[Supplied information]

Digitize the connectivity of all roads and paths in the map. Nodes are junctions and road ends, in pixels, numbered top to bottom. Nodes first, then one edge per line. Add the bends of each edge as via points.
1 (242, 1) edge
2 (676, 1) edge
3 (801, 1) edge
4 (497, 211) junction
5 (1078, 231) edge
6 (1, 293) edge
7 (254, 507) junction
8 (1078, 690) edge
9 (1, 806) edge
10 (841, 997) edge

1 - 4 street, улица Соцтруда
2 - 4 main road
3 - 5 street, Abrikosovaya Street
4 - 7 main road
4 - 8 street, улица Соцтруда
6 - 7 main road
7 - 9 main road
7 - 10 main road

[What needs to be done]
Output the whole listing exactly.

[Response box]
Digitize the connectivity of all roads and paths in the map. Nodes are junctions and road ends, in pixels, numbered top to bottom. Nodes first, then one edge per line. Add the bends of each edge as via points.
1 (242, 1) edge
2 (676, 1) edge
3 (801, 1) edge
4 (497, 211) junction
5 (1078, 231) edge
6 (1, 293) edge
7 (254, 507) junction
8 (1078, 690) edge
9 (1, 806) edge
10 (841, 997) edge

1 - 4 street, улица Соцтруда
2 - 4 main road
3 - 5 street, Abrikosovaya Street
4 - 7 main road
4 - 8 street, улица Соцтруда
6 - 7 main road
7 - 9 main road
7 - 10 main road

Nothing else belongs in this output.